Version Control

Version control systems (or VCS) are software tools that are used to track changes to source code or other collections of files.

Wikipedia has a fairly long list of version control systems, each of them varying in practical usage and in implementation details. These days Git is the most popular version control system in use. Git appears to have “won”, and so Git is what we will be discussing here.

Why do we need version control?

When you work on a project, you often will want to save the state of your code at various points, such that you can go back and forth between these various points. When you work on a project as part of a team, you will also want to know who wrote some part of the code, when, and why.

Whether you work alone or in a team, using a version control system will help you achieve the above goals. Sometimes your team member is the past you (who should help you), or the future you (whom you should help).

In the absence of a version control system, you will often will end up with a chaotic mess which achieves the above goals in a poorer manner. You will likely resort to several almost-same-but-not-quite files variously named like so:

  • notebook.ipynb
  • notebook-2024-05-01.ipynb
  • notebook-2024-05-01-final.ipynb
  • notebook-working.ipynb
  • notebook-test.ipynb
  • notebook-final.ipynb

(Or think of the situation depicted by this PHD Comics strip.)

This scheme is basically a messy reinvention of a version control system. That might work in the simple cases, but it will soon break down as you do more work on your project.

You want to avoid the cognitive overload of dealing with messy schemes based on file names. You want to use a version control system properly.

Conceptually, you can think of the evolution of versions over time as a directed graph:

Sometimes you branch out, say, when exploring a new direction:

And you might eventually want to merge the branch to the “main” body of your graph:

With a version control system, you can to do these things in a less ad-hoc manner.

Version control in practice: Git

Git is a command-line program that runs on all popular operating systems. If you use macOS or Linux, you probably have Git installed already. Here we assume that you are using the account that you have with CLASSE.

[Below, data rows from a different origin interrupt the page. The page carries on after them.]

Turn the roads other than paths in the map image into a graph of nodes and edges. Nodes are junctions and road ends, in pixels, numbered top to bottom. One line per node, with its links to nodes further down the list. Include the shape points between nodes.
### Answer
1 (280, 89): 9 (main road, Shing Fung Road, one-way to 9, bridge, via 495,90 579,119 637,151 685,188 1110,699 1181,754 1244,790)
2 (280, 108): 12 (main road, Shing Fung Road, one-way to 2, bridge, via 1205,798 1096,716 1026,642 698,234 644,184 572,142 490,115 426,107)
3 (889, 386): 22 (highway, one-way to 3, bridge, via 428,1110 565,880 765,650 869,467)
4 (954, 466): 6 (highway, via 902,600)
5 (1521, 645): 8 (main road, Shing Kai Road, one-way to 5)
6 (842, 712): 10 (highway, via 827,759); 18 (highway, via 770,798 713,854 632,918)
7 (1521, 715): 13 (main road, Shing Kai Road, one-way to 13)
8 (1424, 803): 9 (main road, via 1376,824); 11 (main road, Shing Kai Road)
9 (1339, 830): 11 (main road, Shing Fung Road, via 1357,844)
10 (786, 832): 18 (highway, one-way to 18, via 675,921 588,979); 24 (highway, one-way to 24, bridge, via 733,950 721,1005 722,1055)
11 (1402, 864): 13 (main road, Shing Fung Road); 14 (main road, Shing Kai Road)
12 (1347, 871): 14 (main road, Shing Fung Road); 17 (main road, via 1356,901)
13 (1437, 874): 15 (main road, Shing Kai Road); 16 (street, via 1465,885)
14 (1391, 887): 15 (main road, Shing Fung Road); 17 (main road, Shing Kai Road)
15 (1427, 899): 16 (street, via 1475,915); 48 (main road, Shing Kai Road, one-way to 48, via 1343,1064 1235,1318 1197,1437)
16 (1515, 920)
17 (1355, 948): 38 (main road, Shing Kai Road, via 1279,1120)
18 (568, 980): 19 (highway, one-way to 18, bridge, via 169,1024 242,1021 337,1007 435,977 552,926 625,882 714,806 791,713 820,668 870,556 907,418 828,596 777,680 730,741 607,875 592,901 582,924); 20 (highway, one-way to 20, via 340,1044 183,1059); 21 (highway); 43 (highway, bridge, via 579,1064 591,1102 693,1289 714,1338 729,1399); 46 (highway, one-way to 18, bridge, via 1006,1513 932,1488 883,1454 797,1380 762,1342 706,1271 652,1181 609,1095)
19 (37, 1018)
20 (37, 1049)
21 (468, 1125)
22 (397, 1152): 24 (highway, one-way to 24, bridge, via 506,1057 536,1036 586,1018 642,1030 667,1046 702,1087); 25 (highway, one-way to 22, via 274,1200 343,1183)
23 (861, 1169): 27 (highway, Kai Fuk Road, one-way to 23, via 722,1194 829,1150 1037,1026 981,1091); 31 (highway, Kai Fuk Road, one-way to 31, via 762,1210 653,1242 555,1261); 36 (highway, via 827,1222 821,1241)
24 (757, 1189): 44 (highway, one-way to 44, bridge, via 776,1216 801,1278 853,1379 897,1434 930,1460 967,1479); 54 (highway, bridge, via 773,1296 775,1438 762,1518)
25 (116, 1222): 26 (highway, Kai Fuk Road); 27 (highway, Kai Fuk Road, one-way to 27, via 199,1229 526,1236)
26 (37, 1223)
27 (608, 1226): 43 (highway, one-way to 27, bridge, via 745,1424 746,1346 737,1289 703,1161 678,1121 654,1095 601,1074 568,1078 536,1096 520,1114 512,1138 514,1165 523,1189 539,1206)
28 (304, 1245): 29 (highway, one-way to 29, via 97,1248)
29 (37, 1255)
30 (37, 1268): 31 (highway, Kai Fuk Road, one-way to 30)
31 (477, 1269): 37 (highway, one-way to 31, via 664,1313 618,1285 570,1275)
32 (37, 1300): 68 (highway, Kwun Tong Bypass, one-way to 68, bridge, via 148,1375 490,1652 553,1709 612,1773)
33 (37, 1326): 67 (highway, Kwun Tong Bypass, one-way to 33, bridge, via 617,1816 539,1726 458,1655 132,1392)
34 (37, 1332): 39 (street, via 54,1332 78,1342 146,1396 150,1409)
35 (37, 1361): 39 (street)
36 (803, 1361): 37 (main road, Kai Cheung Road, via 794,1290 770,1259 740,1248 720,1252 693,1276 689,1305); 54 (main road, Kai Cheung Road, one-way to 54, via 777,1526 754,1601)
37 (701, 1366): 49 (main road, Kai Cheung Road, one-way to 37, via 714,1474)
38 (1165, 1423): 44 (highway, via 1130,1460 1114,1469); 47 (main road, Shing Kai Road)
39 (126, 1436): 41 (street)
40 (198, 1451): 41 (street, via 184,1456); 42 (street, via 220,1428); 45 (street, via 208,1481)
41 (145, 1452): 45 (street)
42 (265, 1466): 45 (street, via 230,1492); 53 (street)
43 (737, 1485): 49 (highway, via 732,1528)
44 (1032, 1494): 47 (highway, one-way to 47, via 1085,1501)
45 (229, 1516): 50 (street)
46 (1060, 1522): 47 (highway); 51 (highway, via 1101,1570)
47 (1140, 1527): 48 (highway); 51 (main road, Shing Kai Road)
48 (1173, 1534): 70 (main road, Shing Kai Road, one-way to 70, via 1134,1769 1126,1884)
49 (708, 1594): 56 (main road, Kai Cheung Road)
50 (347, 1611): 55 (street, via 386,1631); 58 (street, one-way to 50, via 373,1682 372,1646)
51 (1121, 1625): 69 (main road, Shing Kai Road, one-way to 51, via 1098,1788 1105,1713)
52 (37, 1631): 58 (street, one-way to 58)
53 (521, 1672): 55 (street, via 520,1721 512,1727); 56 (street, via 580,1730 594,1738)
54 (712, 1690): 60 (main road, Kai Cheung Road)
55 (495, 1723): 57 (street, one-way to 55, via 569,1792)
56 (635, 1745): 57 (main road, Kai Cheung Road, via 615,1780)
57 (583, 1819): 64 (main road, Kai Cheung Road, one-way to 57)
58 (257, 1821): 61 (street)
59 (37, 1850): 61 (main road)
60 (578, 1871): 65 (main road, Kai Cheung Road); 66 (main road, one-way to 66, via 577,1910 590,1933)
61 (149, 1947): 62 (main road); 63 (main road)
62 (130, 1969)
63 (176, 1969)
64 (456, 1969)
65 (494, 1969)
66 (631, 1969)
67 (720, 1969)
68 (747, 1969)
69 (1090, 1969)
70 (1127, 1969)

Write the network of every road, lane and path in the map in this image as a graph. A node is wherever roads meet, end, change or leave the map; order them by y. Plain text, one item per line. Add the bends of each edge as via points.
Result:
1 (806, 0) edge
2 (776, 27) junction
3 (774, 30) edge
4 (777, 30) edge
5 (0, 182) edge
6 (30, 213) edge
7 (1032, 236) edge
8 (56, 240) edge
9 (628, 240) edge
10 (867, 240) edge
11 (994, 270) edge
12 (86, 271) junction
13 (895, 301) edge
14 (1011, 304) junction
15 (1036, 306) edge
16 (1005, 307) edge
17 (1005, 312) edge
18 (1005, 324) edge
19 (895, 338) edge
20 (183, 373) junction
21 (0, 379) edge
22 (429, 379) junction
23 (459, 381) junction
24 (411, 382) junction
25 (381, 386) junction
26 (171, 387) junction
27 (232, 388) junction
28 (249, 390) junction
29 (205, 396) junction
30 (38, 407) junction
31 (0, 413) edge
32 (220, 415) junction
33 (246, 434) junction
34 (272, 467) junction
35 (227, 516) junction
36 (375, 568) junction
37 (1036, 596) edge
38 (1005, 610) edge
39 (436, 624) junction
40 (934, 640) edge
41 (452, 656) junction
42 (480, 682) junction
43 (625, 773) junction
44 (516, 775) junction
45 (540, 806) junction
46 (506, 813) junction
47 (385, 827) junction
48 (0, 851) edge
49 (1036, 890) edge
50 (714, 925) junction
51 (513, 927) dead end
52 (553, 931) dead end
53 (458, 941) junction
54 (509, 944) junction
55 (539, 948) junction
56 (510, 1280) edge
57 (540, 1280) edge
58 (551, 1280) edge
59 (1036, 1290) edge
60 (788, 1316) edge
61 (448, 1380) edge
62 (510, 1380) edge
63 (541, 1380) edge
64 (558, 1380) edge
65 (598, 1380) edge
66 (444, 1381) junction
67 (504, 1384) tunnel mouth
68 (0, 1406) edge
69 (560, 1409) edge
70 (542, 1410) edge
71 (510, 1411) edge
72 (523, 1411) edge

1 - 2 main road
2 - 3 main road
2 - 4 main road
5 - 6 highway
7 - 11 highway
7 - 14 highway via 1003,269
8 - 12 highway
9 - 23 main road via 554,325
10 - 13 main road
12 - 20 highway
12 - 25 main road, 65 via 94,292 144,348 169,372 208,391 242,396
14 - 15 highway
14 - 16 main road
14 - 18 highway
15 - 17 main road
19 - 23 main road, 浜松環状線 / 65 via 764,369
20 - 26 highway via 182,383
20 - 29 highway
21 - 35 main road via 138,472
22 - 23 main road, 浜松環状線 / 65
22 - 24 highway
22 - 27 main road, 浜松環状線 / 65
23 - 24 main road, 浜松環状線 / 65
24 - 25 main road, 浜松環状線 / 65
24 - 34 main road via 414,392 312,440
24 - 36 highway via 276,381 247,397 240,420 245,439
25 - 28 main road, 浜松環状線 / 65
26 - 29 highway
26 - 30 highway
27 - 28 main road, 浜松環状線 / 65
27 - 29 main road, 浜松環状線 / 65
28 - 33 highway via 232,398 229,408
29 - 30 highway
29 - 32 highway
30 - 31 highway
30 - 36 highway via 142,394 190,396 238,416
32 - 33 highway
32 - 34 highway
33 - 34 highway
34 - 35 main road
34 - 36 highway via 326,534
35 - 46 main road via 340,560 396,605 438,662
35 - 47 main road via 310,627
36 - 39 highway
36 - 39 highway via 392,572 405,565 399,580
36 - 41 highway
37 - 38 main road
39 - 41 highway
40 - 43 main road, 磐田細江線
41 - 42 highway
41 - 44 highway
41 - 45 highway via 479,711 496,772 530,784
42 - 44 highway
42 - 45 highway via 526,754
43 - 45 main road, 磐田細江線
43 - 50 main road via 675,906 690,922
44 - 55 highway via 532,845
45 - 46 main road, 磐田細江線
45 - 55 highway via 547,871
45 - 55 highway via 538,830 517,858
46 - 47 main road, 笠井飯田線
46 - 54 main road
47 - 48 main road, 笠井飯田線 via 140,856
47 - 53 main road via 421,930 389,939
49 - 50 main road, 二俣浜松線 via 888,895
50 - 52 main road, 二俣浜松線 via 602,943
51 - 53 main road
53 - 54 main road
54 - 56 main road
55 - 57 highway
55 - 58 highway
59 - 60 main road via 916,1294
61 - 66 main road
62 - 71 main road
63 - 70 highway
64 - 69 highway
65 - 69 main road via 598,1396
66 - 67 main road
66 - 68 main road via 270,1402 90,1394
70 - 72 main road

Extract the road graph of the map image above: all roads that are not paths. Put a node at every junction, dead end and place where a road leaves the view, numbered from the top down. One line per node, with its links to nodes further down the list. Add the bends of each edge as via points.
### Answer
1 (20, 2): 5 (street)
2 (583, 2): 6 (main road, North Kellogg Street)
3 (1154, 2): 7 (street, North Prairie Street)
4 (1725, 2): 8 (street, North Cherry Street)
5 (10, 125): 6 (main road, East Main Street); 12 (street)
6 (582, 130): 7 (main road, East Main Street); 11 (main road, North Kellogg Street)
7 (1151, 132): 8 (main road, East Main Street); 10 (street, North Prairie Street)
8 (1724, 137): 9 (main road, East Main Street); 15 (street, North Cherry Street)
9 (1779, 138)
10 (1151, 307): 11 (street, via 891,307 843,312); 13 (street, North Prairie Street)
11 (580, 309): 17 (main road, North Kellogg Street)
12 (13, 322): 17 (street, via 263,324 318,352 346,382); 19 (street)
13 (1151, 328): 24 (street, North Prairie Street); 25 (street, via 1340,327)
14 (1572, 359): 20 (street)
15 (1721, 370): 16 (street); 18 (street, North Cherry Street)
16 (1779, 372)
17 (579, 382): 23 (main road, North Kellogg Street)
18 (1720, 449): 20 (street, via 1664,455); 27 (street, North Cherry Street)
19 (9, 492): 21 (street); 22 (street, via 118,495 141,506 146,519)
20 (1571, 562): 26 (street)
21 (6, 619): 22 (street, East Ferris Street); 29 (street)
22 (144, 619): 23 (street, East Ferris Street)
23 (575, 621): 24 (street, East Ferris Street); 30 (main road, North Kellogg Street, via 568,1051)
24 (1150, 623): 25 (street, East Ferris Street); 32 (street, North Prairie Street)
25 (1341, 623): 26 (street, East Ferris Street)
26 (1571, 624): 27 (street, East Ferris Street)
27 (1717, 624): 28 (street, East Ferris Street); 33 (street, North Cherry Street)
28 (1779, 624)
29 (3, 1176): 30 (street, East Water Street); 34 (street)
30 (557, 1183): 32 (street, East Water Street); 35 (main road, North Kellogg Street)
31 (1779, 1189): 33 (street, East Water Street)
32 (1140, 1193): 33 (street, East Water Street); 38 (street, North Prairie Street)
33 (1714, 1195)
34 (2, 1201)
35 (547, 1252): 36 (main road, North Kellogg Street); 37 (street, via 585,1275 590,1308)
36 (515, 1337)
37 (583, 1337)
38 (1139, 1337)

Let us prime ourselves for Git with an XKCD strip:

© Randall Munroe, Creative Commons Attibution-NonCommercial license

As the cartoon suggests, Git has a (perhaps well-deserved) reputation for being rather unfriendly or inscrutable. With some familiarity and practice, it can be tamed.

Note

Depending on your background, you might find that learning Git by first understanding the data model more helpful. Version control module of the MIT course “The Missing Semester of Your CS Education” and Git from the Bottom Up by John Wiegley take this route. These notes that you are currently reading, however, take the more traditional path of introducing you to the more frequently used Git commands.

First steps with Git

You can start trying out git by running the below in a terminal:

$ git help

This should print some common Git commands used in various situations.

Note

The specific output from git help might vary depending on the version of Git that you are using. You can find the version of Git that you’re using by running git version.

Note

You might find git help -g (or git help --guides) useful:

$ git help -g
The common Git guides are:

   attributes   Defining attributes per path
   glossary     A Git glossary
   ignore       Specifies intentionally untracked files to ignore
   modules      Defining submodule properties
   revisions    Specifying revisions and ranges for Git
   tutorial     A tutorial introduction to Git (for version 1.5.1 or newer)
   workflows    An overview of recommended workflows with Git

'git help -a' and 'git help -g' lists available subcommands and some
concept guides. See 'git help <command>' or 'git help <concept>'
to read about a specific subcommand or concept.

Getting started with Git

Git commands are generally of the form git <subcommand>, where <subcommand> is for the specific operation you want to do. We will discuss them in the following sections.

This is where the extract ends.